The Cazalet chronicle continues its serialisation on Radio 4.  What I loved most about it was Elizabeth Jane Howard's ability to empathise with such a wide range of characters.  For example, Miss Millament, the elderly governess, lost her fiance in the Boer War but still cherishes his letters.  The writer gives this ancient affair as much attention as any of the many other relationships in the novel.
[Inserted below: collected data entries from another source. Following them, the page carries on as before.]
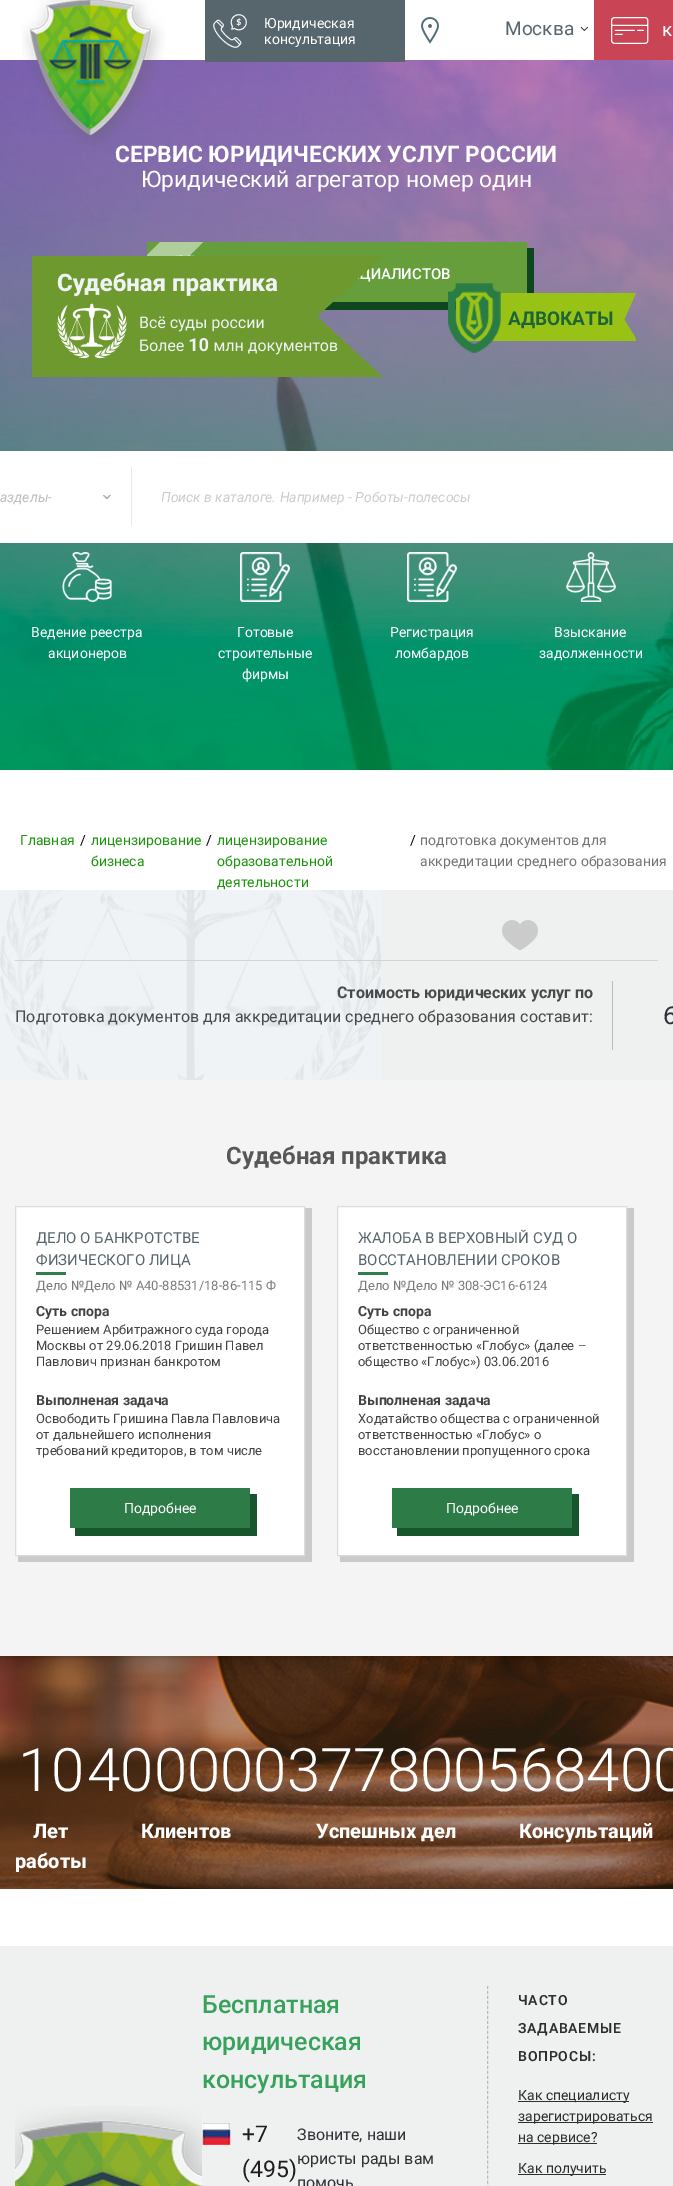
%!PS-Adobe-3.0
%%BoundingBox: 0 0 673 2186
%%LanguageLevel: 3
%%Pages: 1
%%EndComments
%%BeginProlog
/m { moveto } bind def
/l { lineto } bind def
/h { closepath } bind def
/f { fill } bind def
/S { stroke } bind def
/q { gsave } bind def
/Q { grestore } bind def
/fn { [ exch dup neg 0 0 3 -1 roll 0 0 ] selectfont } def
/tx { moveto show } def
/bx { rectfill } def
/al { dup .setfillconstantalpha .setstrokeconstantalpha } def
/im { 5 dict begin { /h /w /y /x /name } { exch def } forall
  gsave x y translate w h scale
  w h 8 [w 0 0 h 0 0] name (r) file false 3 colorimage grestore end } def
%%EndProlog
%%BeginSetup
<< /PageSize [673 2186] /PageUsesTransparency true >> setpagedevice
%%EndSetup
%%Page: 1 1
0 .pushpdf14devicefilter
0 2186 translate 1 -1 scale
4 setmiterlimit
1 setgray
0 0 673 2186 bx
(image5.raw) 0 60 673 710 im
/Roboto-Bold 22.75 fn
(СЕРВИС ЮРИДИЧЕСКИХ УСЛУГ РОССИИ) 115 162 tx
(image0.raw) 22 0 143 147 im
0.341 0.4 0.424 setrgbcolor
205 0 200 62 bx
(image1.raw) 213 14 34 34 im
/Roboto-Regular 14 fn
1 setgray
(Юридическая) 264 28 tx
(консультация) 264 44 tx
(image2.raw) 421 17 18 27 im
(image3.raw) 580 26 9 5 im
/Roboto-Regular 19 fn
0.341 0.4 0.424 setrgbcolor
(Москва) 505 35 tx
0.788 0.267 0.329 setrgbcolor
594 0 79 60 bx
(image4.raw) 611 17 38 27 im
1 setgray
(к) 662 36 tx
/Roboto-Regular 22.75 fn
(Юридический агрегатор номер один) 141 187 tx
0.055 0.275 0.125 setrgbcolor
152 302 m 152 310 l 534 310 l 534 248 l 527 248 l 527 302 l h f
0.396 0.62 0.231 setrgbcolor
147 242 380 60 bx
(image7.raw) 176 255 18 1 im
q
147 242 380 60 rectclip
0.49 al
1 setgray
277 125 m 298 147 l 86 359 l 65 337 l h f
Q
/Roboto-Medium 15 fn
1 setgray
(ЦИАЛИСТОВ) 359 279 tx
(image6.raw) 32 256 351 121 im
(image8.raw) 62 552 50 50 im
/Roboto-Regular 14 fn
(Ведение реестра) 31 637 tx
(акционеров) 48 658 tx
(image9.raw) 240 552 50 50 im
(Готовые) 237 637 tx
(строительные) 218 658 tx
(фирмы) 242 679 tx
(image10.raw) 407 552 50 50 im
(Регистрация) 390 637 tx
(ломбардов) 395 658 tx
(image11.raw) 566 552 50 50 im
(Взыскание) 554 637 tx
(задолженности) 539 658 tx
(image12.raw) 448 283 188 70 im
/Roboto-Bold 19 fn
0.118 0.396 0.208 setrgbcolor
(АДВОКАТЫ) 508 325 tx
1 setgray
0 451 673 92 bx
0.914 setgray
131 467 1 59 bx
/Roboto-Italic 14 fn
0.745 setgray
(азделы-) 0 502 tx
(image13.raw) 102 494 9 5 im
q
162 489 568 16 rectclip
0.8 setgray
(Поиск в каталоге. Например - Роботы-полесосы) 161 502 tx
Q
/Roboto-Regular 14 fn
0.114 0.584 0.051 setrgbcolor
(Главная) 20 845 tx
0 setgray
(/) 80 845 tx
0.114 0.584 0.051 setrgbcolor
(лицензирование) 91 845 tx
(бизнеса) 91 866 tx
0 setgray
(/) 206 845 tx
0.114 0.584 0.051 setrgbcolor
(лицензирование) 217 845 tx
(образовательной) 217 866 tx
(деятельности) 217 887 tx
0 setgray
(/) 410 845 tx
0.467 0.451 0.451 setrgbcolor
(подготовка документов для) 420 845 tx
(аккредитации среднего образования) 420 866 tx
0.937 0.941 0.941 setrgbcolor
381 890 292 190 bx
(image14.raw) 0 890 381 190 im
(image15.raw) 502 920 36 30 im
0.824 0.827 0.827 setrgbcolor
15 960 643 1 bx
0.733 setgray
612 981 1 69 bx
/Roboto-Bold 16 fn
0.278 0.286 0.294 setrgbcolor
(Стоимость юридических услуг по) 337 998 tx
/Roboto-Regular 16 fn
(Подготовка документов для аккредитации среднего образования составит:) 15 1022 tx
/Roboto-Regular 25 fn
0.188 0.192 0.212 setrgbcolor
(6) 663 1024 tx
0.957 setgray
0 1080 673 576 bx
/Roboto-Bold 24 fn
0.341 setgray
(Судебная практика) 226 1164 tx
0.792 setgray
18 1556 m 18 1562 l 312 1562 l 312 1208 l 305 1208 l 305 1556 l h f
1 setgray
15.5 1206.5 m 304.5 1206.5 l 304.5 1555.5 l 15.5 1555.5 l h q f Q
0.863 setgray
S
/Roboto-Regular 15 fn
0.341 0.4 0.424 setrgbcolor
(ДЕЛО О БАНКРОТСТВЕ) 36 1243 tx
(ФИЗИЧЕСКОГО ЛИЦА) 36 1265 tx
0.192 0.494 0.294 setrgbcolor
36 1272 30 3 bx
/Roboto-Regular 13 fn
0.475 setgray
(Дело №Дело № А40-88531/18-86-115 Ф) 36 1290 tx
/Roboto-Bold 14 fn
0.259 setgray
(Суть спора) 36 1316 tx
/Roboto-Regular 13 fn
(Решением Арбитражного суда города) 36 1334 tx
(Москвы от 29.06.2018 Гришин Павел) 36 1350 tx
(Павлович признан банкротом) 36 1366 tx
/Roboto-Bold 14 fn
(Выполненая задача) 36 1405 tx
/Roboto-Regular 13 fn
(Освободить Гришина Павла Павловича) 36 1423 tx
(от дальнейшего исполнения) 36 1439 tx
(требований кредиторов, в том числе) 36 1455 tx
0.09 0.337 0.173 setrgbcolor
75 1528 m 75 1536 l 257 1536 l 257 1494 l 250 1494 l 250 1528 l h f
0.176 0.482 0.278 setrgbcolor
70 1488 180 40 bx
/Roboto-Regular 14 fn
1 setgray
(Подробнее) 124 1513 tx
0.792 setgray
340 1556 m 340 1562 l 634 1562 l 634 1208 l 627 1208 l 627 1556 l h f
1 setgray
337.5 1206.5 m 626.5 1206.5 l 626.5 1555.5 l 337.5 1555.5 l h q f Q
0.863 setgray
S
/Roboto-Regular 15 fn
0.341 0.4 0.424 setrgbcolor
(ЖАЛОБА В ВЕРХОВНЫЙ СУД О) 358 1243 tx
(ВОССТАНОВЛЕНИИ СРОКОВ) 358 1265 tx
0.192 0.494 0.294 setrgbcolor
358 1272 30 3 bx
/Roboto-Regular 13 fn
0.475 setgray
(Дело №Дело № 308-ЭС16-6124) 358 1290 tx
/Roboto-Bold 14 fn
0.259 setgray
(Суть спора) 358 1316 tx
/Roboto-Regular 13 fn
(Общество с ограниченной) 358 1334 tx
(ответственностью «Глобус» \(далее –) 358 1350 tx
(общество «Глобус»\) 03.06.2016) 358 1366 tx
/Roboto-Bold 14 fn
(Выполненая задача) 358 1405 tx
/Roboto-Regular 13 fn
(Ходатайство общества с ограниченной) 358 1423 tx
(ответственностью «Глобус» о) 358 1439 tx
(восстановлении пропущенного срока) 358 1455 tx
0.09 0.337 0.173 setrgbcolor
397 1528 m 397 1536 l 579 1536 l 579 1494 l 572 1494 l 572 1528 l h f
0.176 0.482 0.278 setrgbcolor
392 1488 180 40 bx
/Roboto-Regular 14 fn
1 setgray
(Подробнее) 446 1513 tx
(image16.raw) 0 1656 673 233 im
/Roboto-Light 60 fn
(10) 18 1791 tx
/Roboto-ExtraBold 20 fn
(Лет) 33 1838 tx
(работы) 15 1868 tx
/Roboto-Light 60 fn
(400000377800568400) 87 1791 tx
/Roboto-ExtraBold 20 fn
(Клиентов) 141 1838 tx
(Успешных дел) 316 1838 tx
(Консультаций) 519 1838 tx
0.937 0.941 0.941 setrgbcolor
0 1946 673 240 bx
(image17.raw) 15 2106 187 80 im
/Roboto-Medium 25 fn
0.216 0.635 0.357 setrgbcolor
(Бесплатная) 202 2013 tx
(юридическая) 202 2050 tx
(консультация) 202 2088 tx
(image18.raw) 202 2123 29 22 im
/Roboto-Regular 23 fn
0.122 0.114 0.118 setrgbcolor
(+7) 242 2142 tx
(\(495\)) 242 2177 tx
/Roboto-Regular 16 fn
0.188 0.192 0.212 setrgbcolor
(Звоните, наши) 297 2140 tx
(юристы рады вам) 297 2164 tx
(помочь) 297 2188 tx
0.722 0.737 0.733 setrgbcolor
[3 1.99] 0 setdash
487.5 1986 m 487.5 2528 l S
/Roboto-SemiBold 14 fn
0.173 0.184 0.18 setrgbcolor
518 2005 m 0.75 0 (ЧАСТО) ashow
518 2033 m 0.75 0 (ЗАДАВАЕМЫЕ) ashow
518 2061 m 0.75 0 (ВОПРОСЫ:) ashow
518 2101 111 1 bx
/Roboto-Regular 14 fn
(Как специалисту) 518 2100 tx
518 2122 135 1 bx
(зарегистрироваться) 518 2121 tx
518 2143 79 1 bx
(на сервисе?) 518 2142 tx
518 2174 88 1 bx
(Как получить) 518 2173 tx
.poppdf14devicefilter showpage
%%EOF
Guilt is also done rather well.  Food is described in unusual detail, as are clothes.  "Somewhere between Tolstoi and Maeve Binchy" - was it Martin Amis who said that of her work?
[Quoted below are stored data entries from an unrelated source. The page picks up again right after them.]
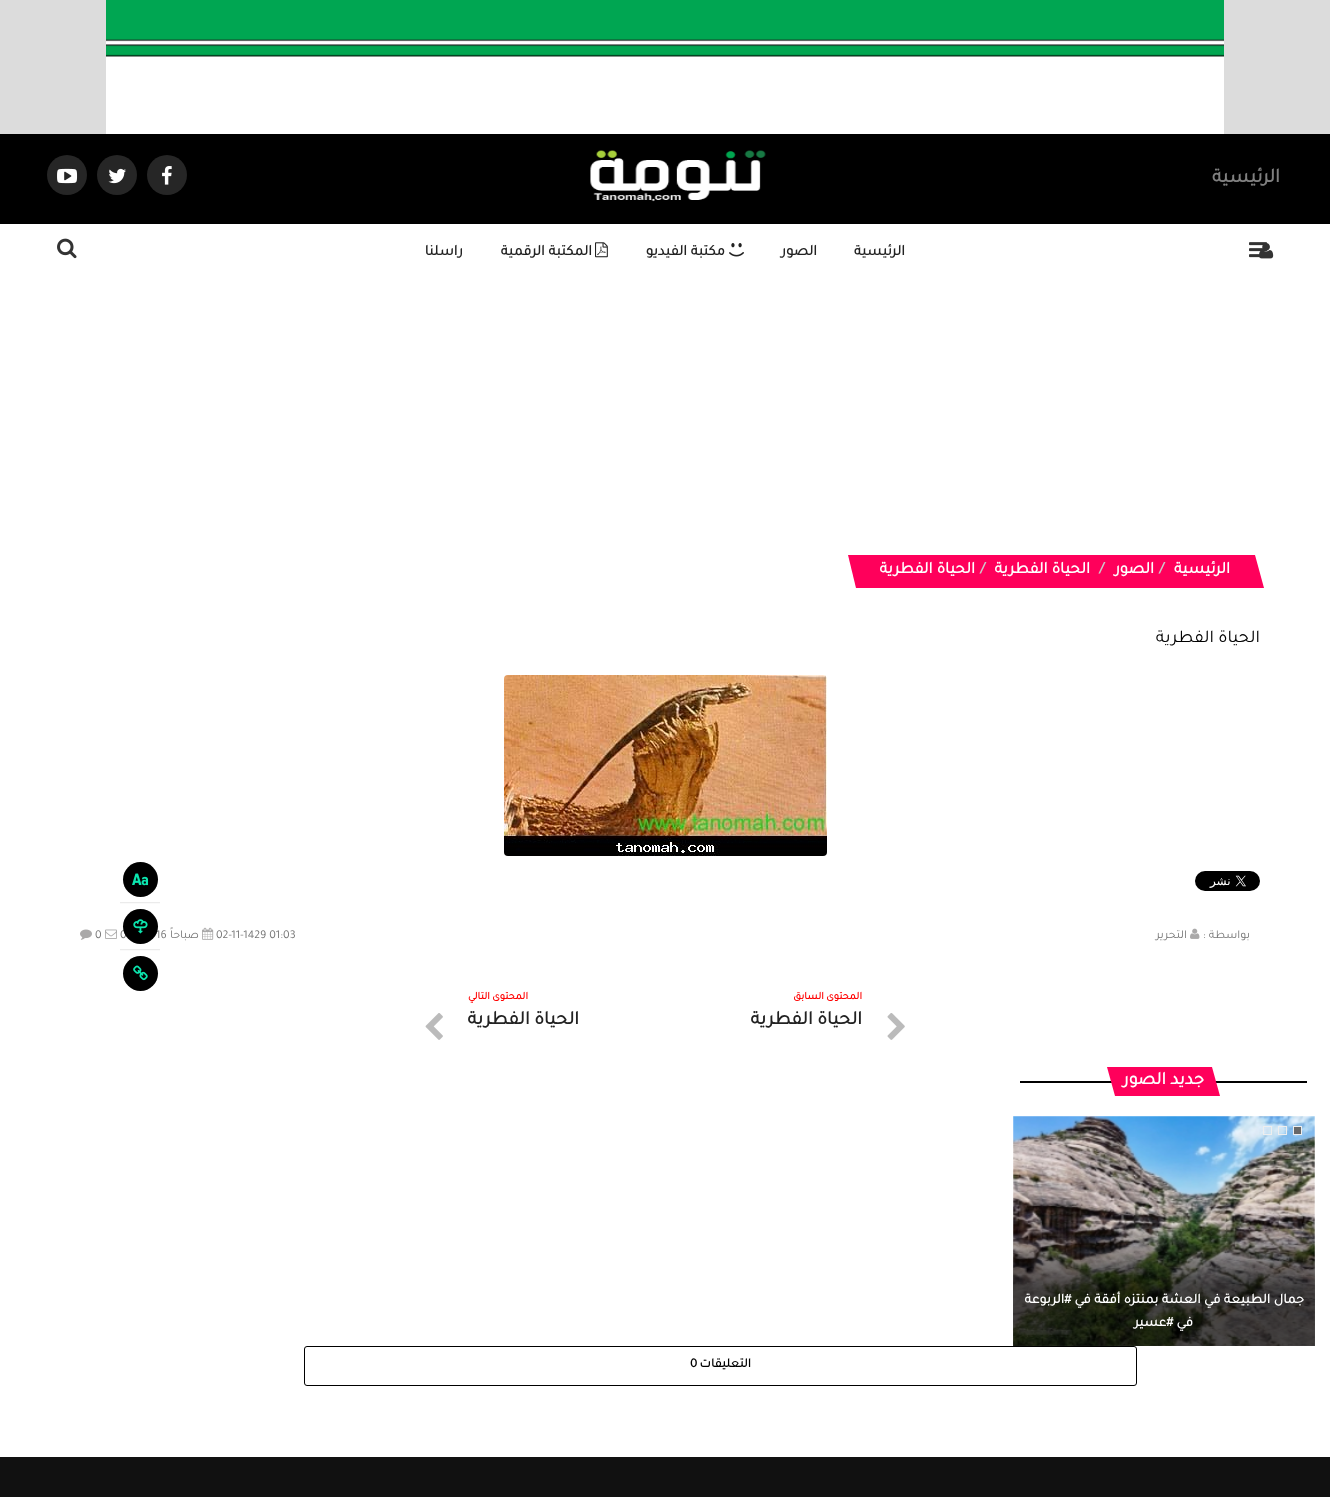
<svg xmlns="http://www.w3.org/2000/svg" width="1330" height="1497">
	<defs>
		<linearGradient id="g1" gradientUnits="userSpaceOnUse" x1="1164" y1="1116" x2="1164" y2="1346"><stop offset="0.45" stop-color="#000000" stop-opacity="0" /><stop offset="0.75" stop-color="#000000" stop-opacity="0.7" /></linearGradient>
	</defs>
	<rect width="100%" height="100%" fill="#DCDCDC" />
	<image x="106" y="0" width="1118" height="134" href="assets/img1.png" />
	<rect x="0" y="224" width="1330" height="1233" fill="#FFFFFF" />
	<rect x="0" y="134" width="1330" height="90" fill="#000000" />
	<text x="1280" y="182" font-family="Tajawal" font-size="20" font-weight="700" direction="rtl" fill="#808080">الرئيسية</text>
	<image x="590" y="150" width="176" height="52" href="assets/img2.png" />
	<circle cx="167" cy="175" r="20" fill="#262626" />
	<image x="162" y="166" width="10" height="19" href="assets/img3.png" />
	<circle cx="117" cy="175" r="20" fill="#262626" />
	<image x="108" y="168" width="18" height="16" href="assets/img4.png" />
	<circle cx="67" cy="175" r="20" fill="#262626" />
	<image x="57" y="168" width="21" height="16" href="assets/img5.png" />
	<image x="1249" y="242" width="18" height="16" href="assets/img6.png" />
	<image x="1259" y="243" width="15" height="16" href="assets/img7.png" />
	<g font-family="Tajawal" font-size="15" font-weight="700" direction="rtl" fill="#222222">
		<text x="905" y="255">الرئيسية</text>
		<text x="817" y="255">الصور</text>
	</g>
	<image x="729" y="243" width="15" height="14" href="assets/img8.png" />
	<text x="725" y="255" font-family="Tajawal" font-size="15" font-weight="700" direction="rtl" fill="#222222">مكتبة الفيديو</text>
	<image x="595" y="242" width="13" height="16" href="assets/img9.png" />
	<g font-family="Tajawal" font-size="15" font-weight="700" direction="rtl" fill="#222222">
		<text x="592" y="255">المكتبة الرقمية</text>
		<text x="463" y="255">راسلنا</text>
	</g>
	<image x="57" y="238" width="20" height="21" href="assets/img10.png" />
	<path d="M848 555H1255L1264 588H856Z" fill="#FF005B" />
	<text x="1230" y="573" font-family="Tajawal" font-size="16.5" font-weight="700" letter-spacing="-0.25" direction="rtl" fill="#FFFFFF">الرئيسية</text>
	<text x="1159" y="573" font-family="Tajawal" font-size="16.5" font-weight="700" fill="#CCCCCC">/</text>
	<text x="1154" y="573" font-family="Tajawal" font-size="16.5" font-weight="700" letter-spacing="-0.25" direction="rtl" fill="#FFFFFF">الصور</text>
	<text x="1099" y="573" font-family="Tajawal" font-size="16.5" font-weight="700" fill="#CCCCCC">/</text>
	<text x="1090" y="573" font-family="Tajawal" font-size="16.5" font-weight="700" letter-spacing="-0.25" direction="rtl" fill="#FFFFFF">الحياة الفطرية</text>
	<text x="980" y="573" font-family="Tajawal" font-size="16.5" font-weight="700" fill="#CCCCCC">/</text>
	<text x="975" y="573" font-family="Tajawal" font-size="16.5" font-weight="700" letter-spacing="-0.25" direction="rtl" fill="#FFFFFF">الحياة الفطرية</text>
	<text x="1260" y="642" font-family="Tajawal" font-size="18" direction="rtl" fill="#000000">الحياة الفطرية</text>
	<image x="504" y="675" width="323" height="181" href="assets/img11.png" />
	<image x="1195" y="871" width="65" height="20" href="assets/img12.png" />
	<circle cx="140.5" cy="879.5" r="17.5" fill="#000000" />
	<image x="132" y="873" width="17" height="13" href="assets/img13.png" />
	<rect x="120" y="902" width="40" height="1" fill="#EBEBEB" />
	<rect x="120" y="903" width="40" height="1" fill="#FAFAFA" />
	<g font-family="Tajawal" font-size="12" fill="#777777">
		<text x="156" y="938">16</text>
		<text x="120" y="938">0</text>
	</g>
	<circle cx="140.5" cy="926.5" r="17.5" fill="#000000" />
	<image x="133" y="919" width="15" height="15" href="assets/img14.png" />
	<rect x="120" y="949" width="40" height="1" fill="#EBEBEB" />
	<rect x="120" y="950" width="40" height="1" fill="#FAFAFA" />
	<circle cx="140.5" cy="973.5" r="17.5" fill="#000000" />
	<image x="133" y="965" width="15" height="16" href="assets/img15.png" />
	<text x="1250" y="938" font-family="Tajawal" font-size="12" direction="rtl" fill="#777777">بواسطة :</text>
	<image x="1190" y="928" width="10" height="11" href="assets/img16.png" />
	<text x="1187" y="938" font-family="Tajawal" font-size="12" direction="rtl" fill="#777777">التحرير</text>
	<text x="216" y="938" font-family="Tajawal" font-size="12" fill="#777777">02-11-1429 01:03</text>
	<image x="202" y="927" width="12" height="13" href="assets/img17.png" />
	<text x="199" y="938" font-family="Tajawal" font-size="12" direction="rtl" fill="#777777">صباحاً</text>
	<image x="105" y="929" width="12" height="10" href="assets/img18.png" />
	<text x="95" y="938" font-family="Tajawal" font-size="12" fill="#777777">0</text>
	<image x="80" y="929" width="12" height="11" href="assets/img19.png" />
	<image x="887" y="1013" width="18" height="27" href="assets/img20.png" />
	<text x="862" y="999" font-family="Tajawal" font-size="10.5" font-weight="700" direction="rtl" fill="#FF0000">المحتوى السابق</text>
	<text x="862" y="1024" font-family="Tajawal" font-size="19.25" font-weight="700" direction="rtl" fill="#222222">الحياة الفطرية</text>
	<text x="528" y="999" font-family="Tajawal" font-size="10.5" font-weight="700" direction="rtl" fill="#FF0000">المحتوى التالي</text>
	<text x="579" y="1024" font-family="Tajawal" font-size="19.25" font-weight="700" direction="rtl" fill="#222222">الحياة الفطرية</text>
	<image x="425" y="1013" width="18" height="27" href="assets/img21.png" />
	<rect x="1020" y="1081" width="287" height="2" fill="#000000" />
	<path d="M1107 1067H1212L1220 1096H1115Z" fill="#FF005B" />
	<text x="1204" y="1084" font-family="Tajawal" font-size="18" font-weight="700" letter-spacing="-0.25" direction="rtl" fill="#FFFFFF">جديد الصور</text>
	<image x="1013" y="1116" width="302" height="230" href="assets/img22.png" />
	<rect x="1293.5" y="1126.5" width="8" height="8" fill="#686868" stroke="#EEEEEE" />
	<rect x="1278.5" y="1126.5" width="8" height="8" fill="none" stroke="#EEEEEE" />
	<rect x="1263.5" y="1126.5" width="8" height="8" fill="none" stroke="#EEEEEE" />
	<rect x="1013" y="1222" width="302" height="124" fill="url(#g1)" />
	<g font-family="Tajawal" font-size="14" font-weight="700" direction="rtl" fill="#FFFFFF">
		<text x="1304" y="1303">جمال الطبيعة في العشة بمنتزه أفقة في #الربوعة</text>
		<text x="1193" y="1326">في #عسير</text>
	</g>
	<rect x="304.5" y="1346.5" width="832" height="39" rx="2.5" fill="none" stroke="#000000" />
	<text x="751" y="1367" font-family="Tajawal" font-size="13" font-weight="700" direction="rtl" fill="#000000">التعليقات</text>
	<text x="690" y="1367" font-family="Tajawal" font-size="13" font-weight="700" fill="#000000">0</text>
	<rect x="0" y="1457" width="1330" height="40" fill="#111111" />
</svg>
This week's task has been redecorating our bedroom.  We moved into this house in 1991 - over twenty years ago.  The people before us had spent their four years taking the front of the house back to its timbers and renovating from the ground up, so every room was freshly decorated.  The only thing we really hated was the bathroom suite - a full-on rendering of "The Country Diary of an Edwardian Lady," and a bath which somehow narrowed just at the point where I broaden.  "It will have to go," we both said, but it was eleven years before we got round to it.

So, now we have time to look around us, we notice that our room has not been redecorated in over twenty years.  One advantage of failing eyesight is that you simply don't notice the grime, but that does not mean it is not there.  We shifted a lot of dirt.



Styles in wallpaper move on with the years, too.  The one we have used here has a ruched surface, with the effect of pleated moire silk.  It's in oystery tones, so the effect is quite delicate.  I was also drawn to the Farrow and Ball shade-card - just the names and descriptions: Elephant's Breath, Mouse's Back and so on. These are likely to put in an appearance on some painted furniture, although elephants are scared of mice, so perhaps not those two together.




More on our beams.  These are the beams in our bedroom wall, the upper part of the end-wall of a hall dating to about 1400 - about the time of Chaucer.  A hall was a large  room open to the roof, with a central fire but no chimney.  The experts who visited explained that the upper horizontal beam would have been installed in 1636, when the roof was raised and the first and attic floors put in. 


The thicker vertical timber has filled-in slots where timbers for the front of the hall would have been, some three feet back from the current front of the house.  A detail which I had never noticed before is that these timbers in our bedroom are smooth, whereas the ones in the dining-room have been hacked all over to take a rendering of plaster.

 

1 comment:

http://frayedattheedge.typepad.co.uk said...

I love the "scarf". I haven't knitted for ages - I have just been too busy sewinng.